* _DIRECTIONS_:
Write each line exactly as it stands, from the line containing "Digitize the connectivity" through the end of the data.
SOURCE INFORMATION below:
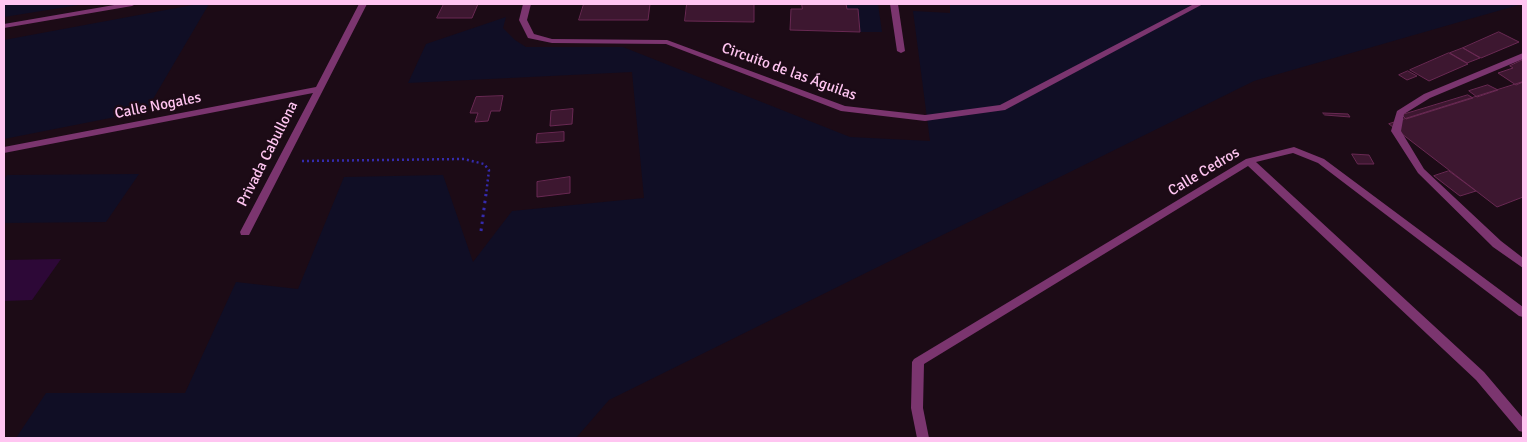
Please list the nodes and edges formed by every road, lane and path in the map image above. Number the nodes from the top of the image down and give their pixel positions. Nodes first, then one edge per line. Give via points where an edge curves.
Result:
1 (132, 4) edge
2 (362, 4) edge
3 (528, 4) edge
4 (894, 4) edge
5 (1199, 4) edge
6 (4, 26) edge
7 (900, 51) dead end
8 (1523, 56) edge
9 (318, 90) junction
10 (4, 150) edge
11 (282, 161) junction
12 (1249, 161) junction
13 (481, 231) dead end
14 (245, 232) dead end
15 (1523, 264) edge
16 (1523, 313) edge
17 (1523, 426) edge
18 (923, 438) edge

1 - 6 street
2 - 9 street, Privada Cabullona
3 - 5 street, Circuito de las Águilas via 523,20 531,36 552,41 666,42 844,110 925,118 1002,108
4 - 7 street
8 - 15 street via 1427,96 1400,113 1396,132 1421,171
9 - 10 street, Calle Nogales
9 - 11 street, Privada Cabullona
11 - 13 path via 464,159 484,164 489,170
11 - 14 street, Privada Cabullona
12 - 16 street, Calle Cedros via 1294,150 1321,161
12 - 17 street via 1480,376
12 - 18 street, Calle Cedros via 918,362 916,408

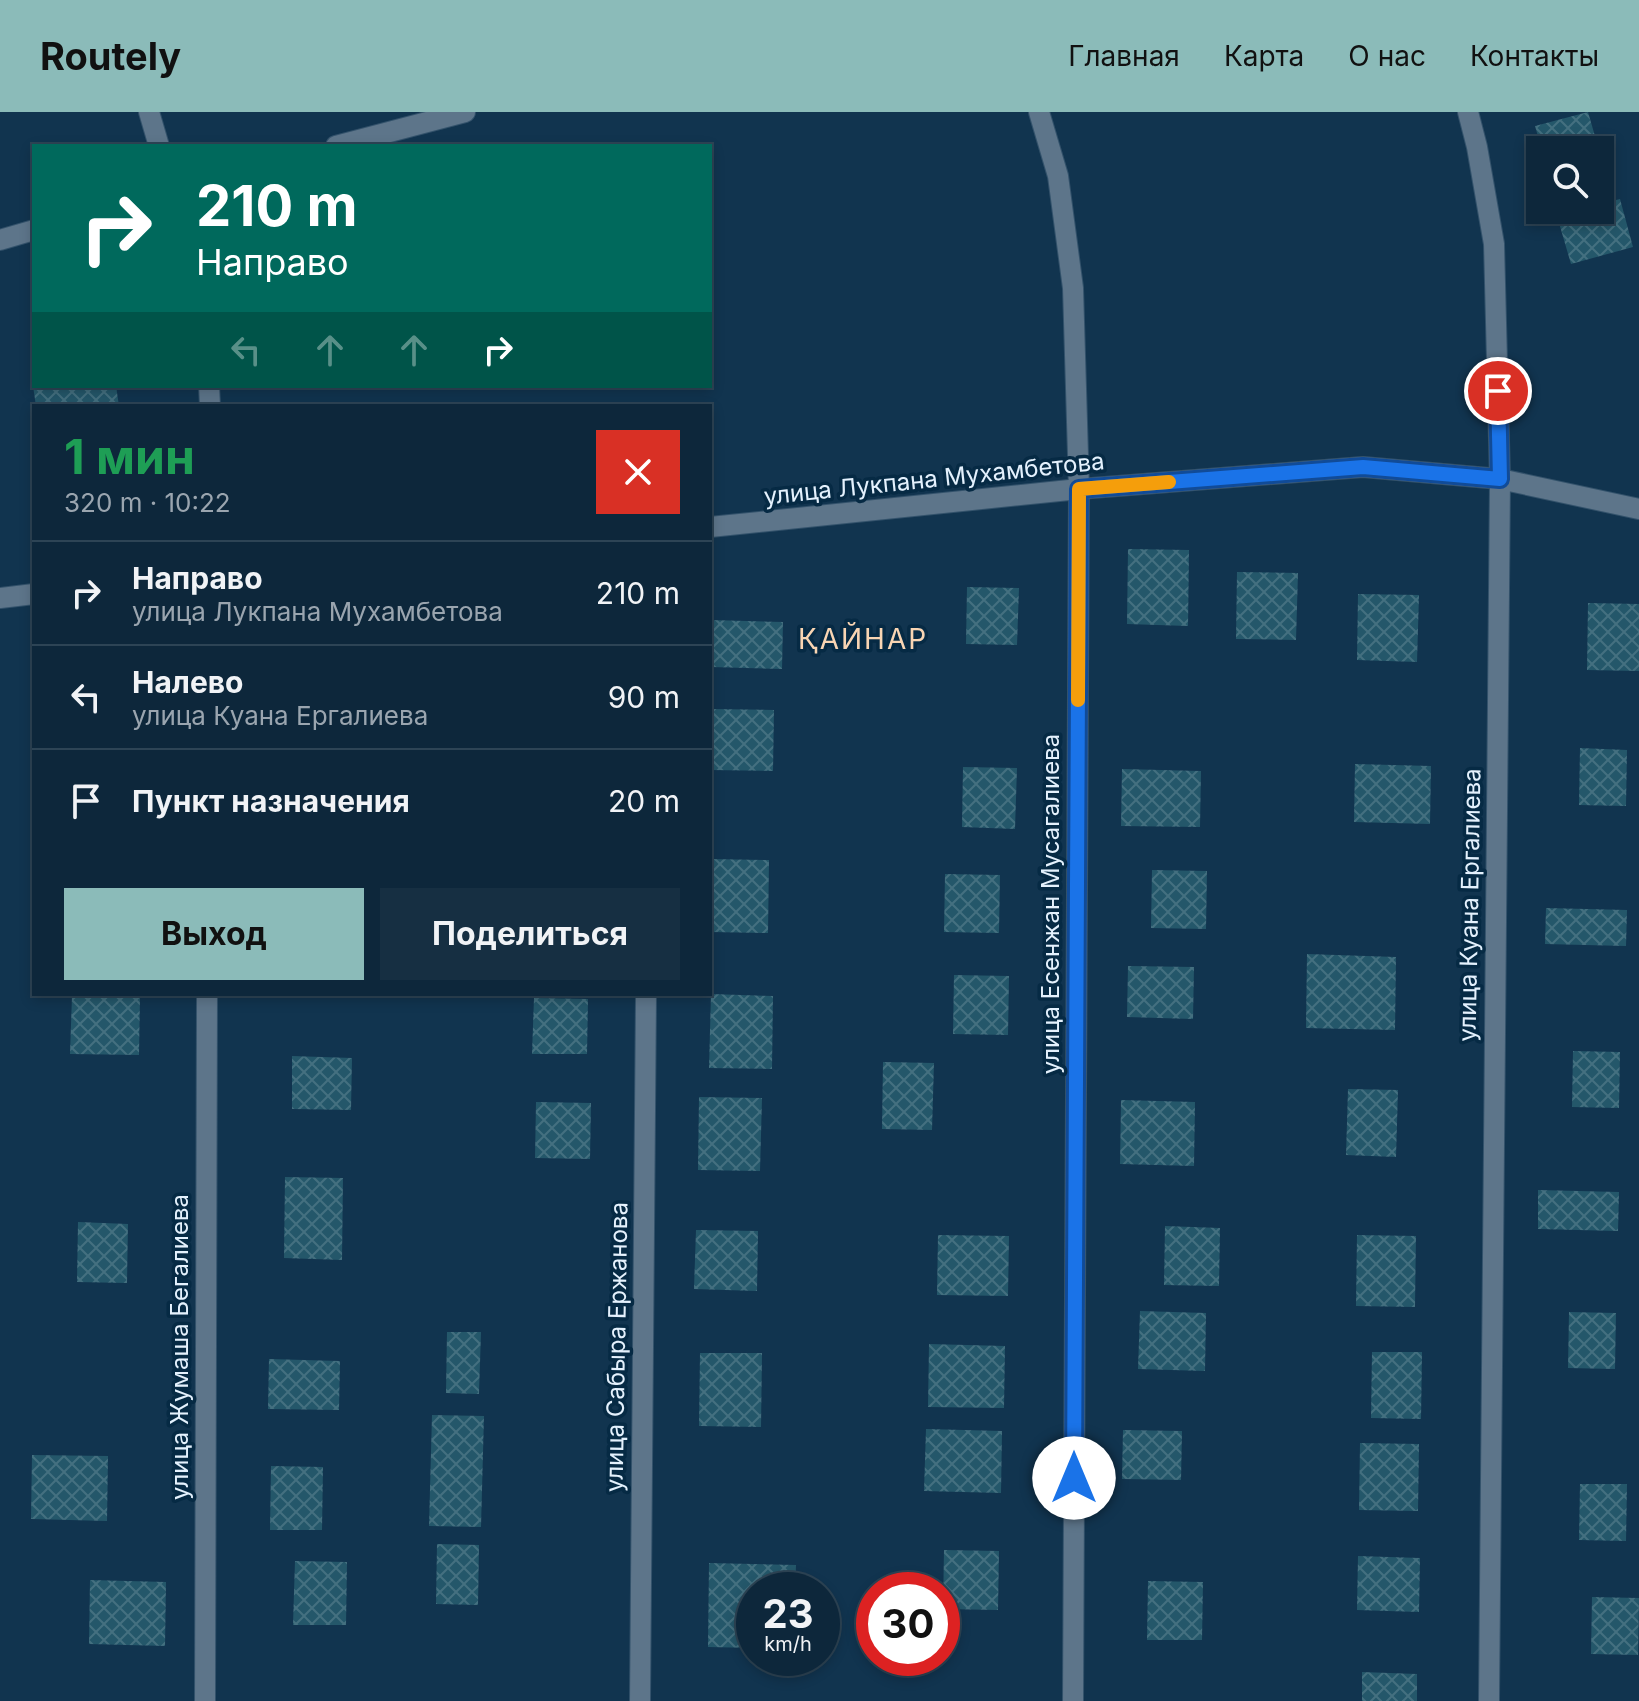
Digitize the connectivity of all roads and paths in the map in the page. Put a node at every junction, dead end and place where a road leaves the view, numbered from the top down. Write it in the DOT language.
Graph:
End of SOURCE INFORMATION.
* _EXERCISE OUTPUT_:
Digitize the connectivity of all roads and paths in the map in the page. Put a node at every junction, dead end and place where a road leaves the view, numbered from the top down. Write it in the DOT language.
Graph:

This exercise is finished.